WORK TO COMPLETE
No pictures in the copy. Write out the listing below exactly.

** DATA FOR THIS EXERCISE follows **

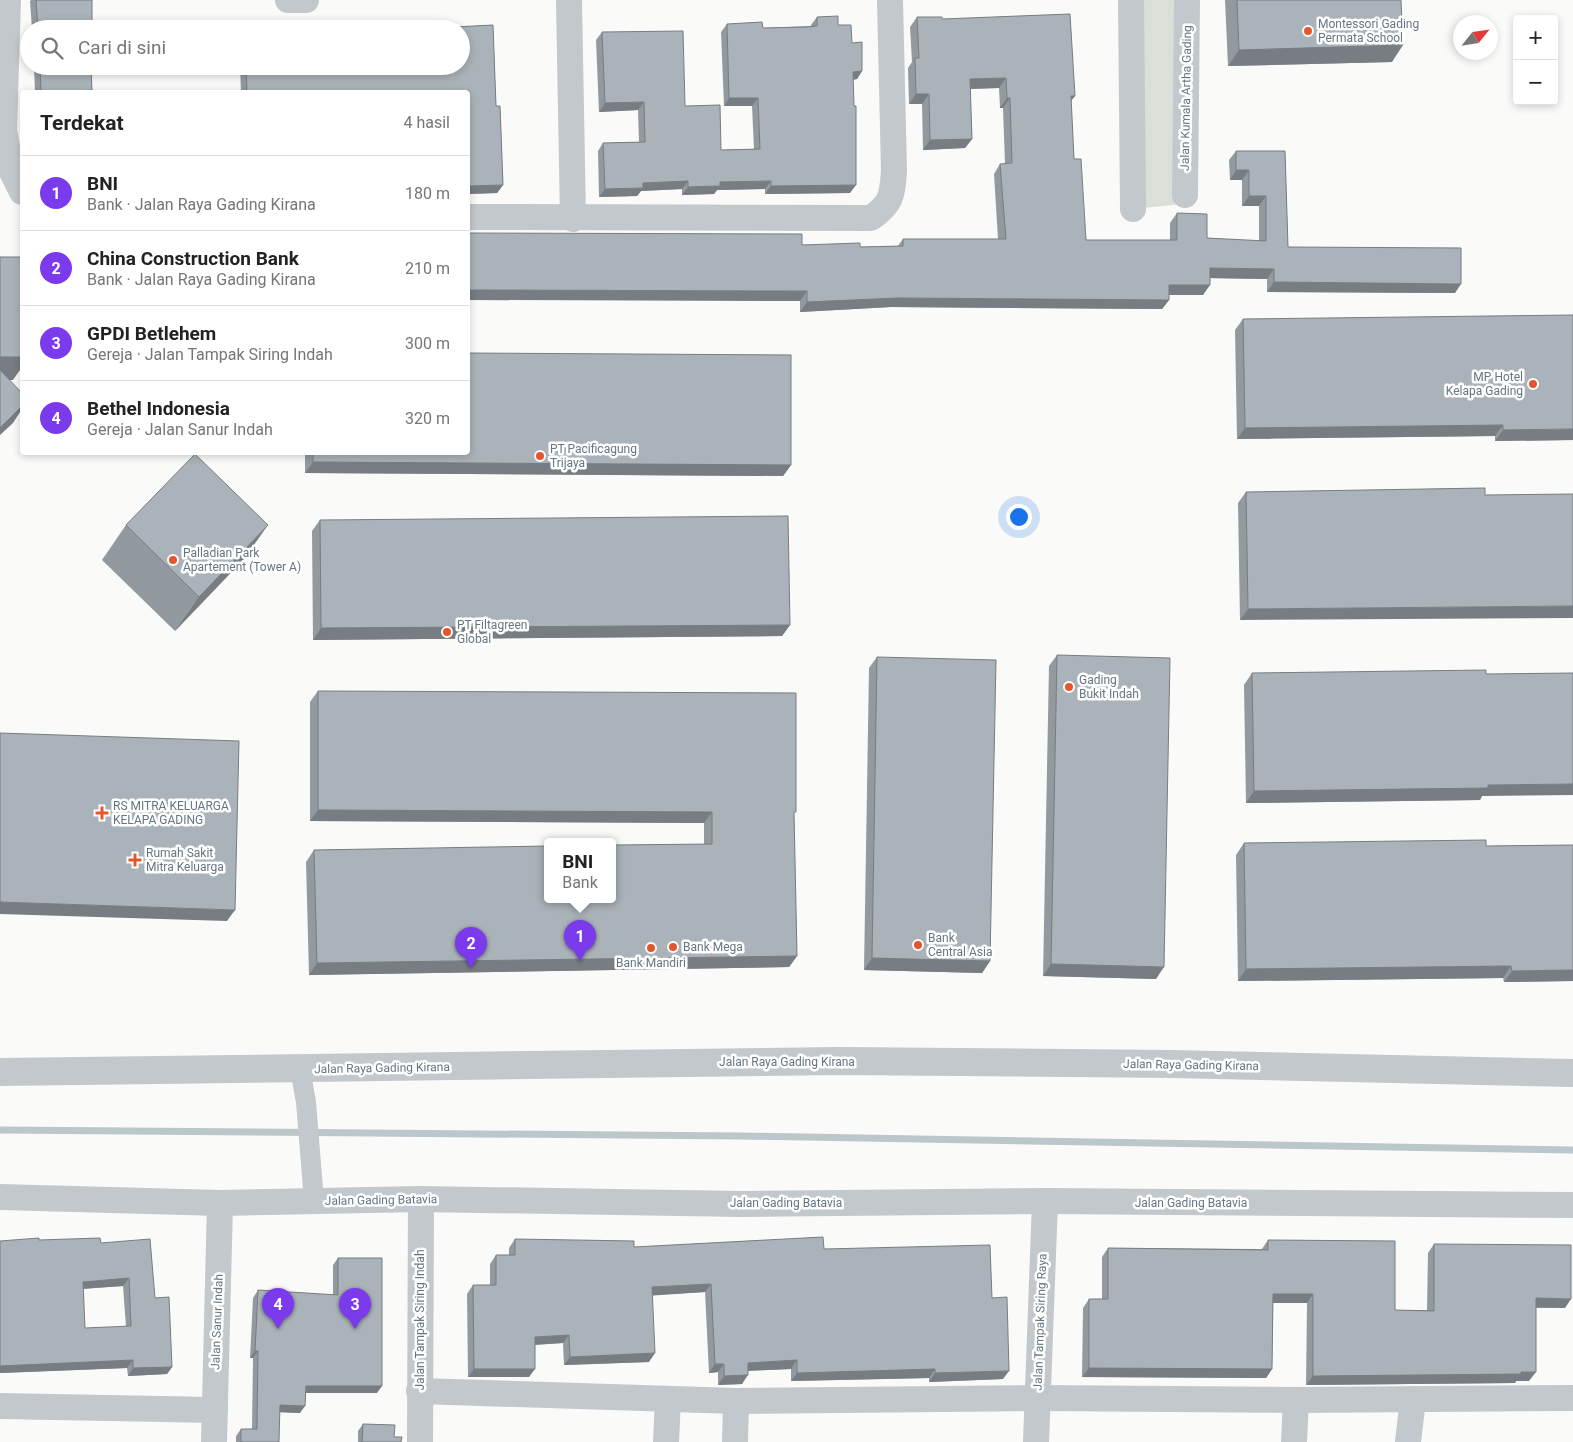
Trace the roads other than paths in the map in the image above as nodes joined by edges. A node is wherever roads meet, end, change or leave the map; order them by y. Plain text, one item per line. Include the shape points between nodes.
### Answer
1 (8, 0) edge
2 (288, 0) edge
3 (306, 0) edge
4 (569, 0) edge
5 (890, 0) edge
6 (1130, 0) edge
7 (1187, 0) edge
8 (20, 188) edge
9 (1185, 195) dead end
10 (1133, 209) dead end
11 (470, 217) edge
12 (573, 218) junction
13 (300, 1069) junction
14 (0, 1072) edge
15 (1573, 1073) edge
16 (313, 1190) junction
17 (0, 1197) edge
18 (421, 1199) junction
19 (1044, 1201) junction
20 (220, 1203) junction
21 (1573, 1206) edge
22 (419, 1391) junction
23 (1037, 1398) junction
24 (1573, 1398) edge
25 (668, 1399) junction
26 (1413, 1399) junction
27 (1296, 1400) junction
28 (736, 1401) junction
29 (0, 1406) edge
30 (215, 1410) junction
31 (214, 1442) edge
32 (420, 1442) edge
33 (666, 1442) edge
34 (735, 1442) edge
35 (1036, 1442) edge
36 (1294, 1442) edge
37 (1408, 1442) edge

1 - 8 street via 4,130 11,170
2 - 3 street
4 - 12 street
5 - 12 street via 892,197 885,208 871,218
6 - 10 street
7 - 9 street, Jalan Kumala Artha Gading
11 - 12 street
13 - 14 street, Jalan Raya Gading Kirana
13 - 15 street, Jalan Raya Gading Kirana via 838,1061
13 - 16 street
16 - 18 street, Jalan Gading Batavia
16 - 20 street, Jalan Gading Batavia
17 - 20 street, Jalan Gading Batavia
18 - 19 street, Jalan Gading Batavia via 742,1204
18 - 22 street, Jalan Tampak Siring Indah
19 - 21 street, Jalan Gading Batavia
19 - 23 street, Jalan Tampak Siring Raya
20 - 30 street, Jalan Sanur Indah
22 - 25 street
22 - 32 street, Jalan Tampak Siring Indah
23 - 27 street
23 - 28 street
23 - 35 street, Jalan Tampak Siring Raya
24 - 26 street
25 - 28 street
25 - 33 street
26 - 27 street
26 - 37 street
27 - 36 street
28 - 34 street
29 - 30 street
30 - 31 street, Jalan Sanur Indah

** End of DATA FOR THIS EXERCISE **

PROBLEM SOLUTION
Trace the roads other than paths in the map in the image above as nodes joined by edges. A node is wherever roads meet, end, change or leave the map; order them by y. Plain text, one item per line. Include the shape points between nodes.
### Answer
1 (8, 0) edge
2 (288, 0) edge
3 (306, 0) edge
4 (569, 0) edge
5 (890, 0) edge
6 (1130, 0) edge
7 (1187, 0) edge
8 (20, 188) edge
9 (1185, 195) dead end
10 (1133, 209) dead end
11 (470, 217) edge
12 (573, 218) junction
13 (300, 1069) junction
14 (0, 1072) edge
15 (1573, 1073) edge
16 (313, 1190) junction
17 (0, 1197) edge
18 (421, 1199) junction
19 (1044, 1201) junction
20 (220, 1203) junction
21 (1573, 1206) edge
22 (419, 1391) junction
23 (1037, 1398) junction
24 (1573, 1398) edge
25 (668, 1399) junction
26 (1413, 1399) junction
27 (1296, 1400) junction
28 (736, 1401) junction
29 (0, 1406) edge
30 (215, 1410) junction
31 (214, 1442) edge
32 (420, 1442) edge
33 (666, 1442) edge
34 (735, 1442) edge
35 (1036, 1442) edge
36 (1294, 1442) edge
37 (1408, 1442) edge

1 - 8 street via 4,130 11,170
2 - 3 street
4 - 12 street
5 - 12 street via 892,197 885,208 871,218
6 - 10 street
7 - 9 street, Jalan Kumala Artha Gading
11 - 12 street
13 - 14 street, Jalan Raya Gading Kirana
13 - 15 street, Jalan Raya Gading Kirana via 838,1061
13 - 16 street
16 - 18 street, Jalan Gading Batavia
16 - 20 street, Jalan Gading Batavia
17 - 20 street, Jalan Gading Batavia
18 - 19 street, Jalan Gading Batavia via 742,1204
18 - 22 street, Jalan Tampak Siring Indah
19 - 21 street, Jalan Gading Batavia
19 - 23 street, Jalan Tampak Siring Raya
20 - 30 street, Jalan Sanur Indah
22 - 25 street
22 - 32 street, Jalan Tampak Siring Indah
23 - 27 street
23 - 28 street
23 - 35 street, Jalan Tampak Siring Raya
24 - 26 street
25 - 28 street
25 - 33 street
26 - 27 street
26 - 37 street
27 - 36 street
28 - 34 street
29 - 30 street
30 - 31 street, Jalan Sanur Indah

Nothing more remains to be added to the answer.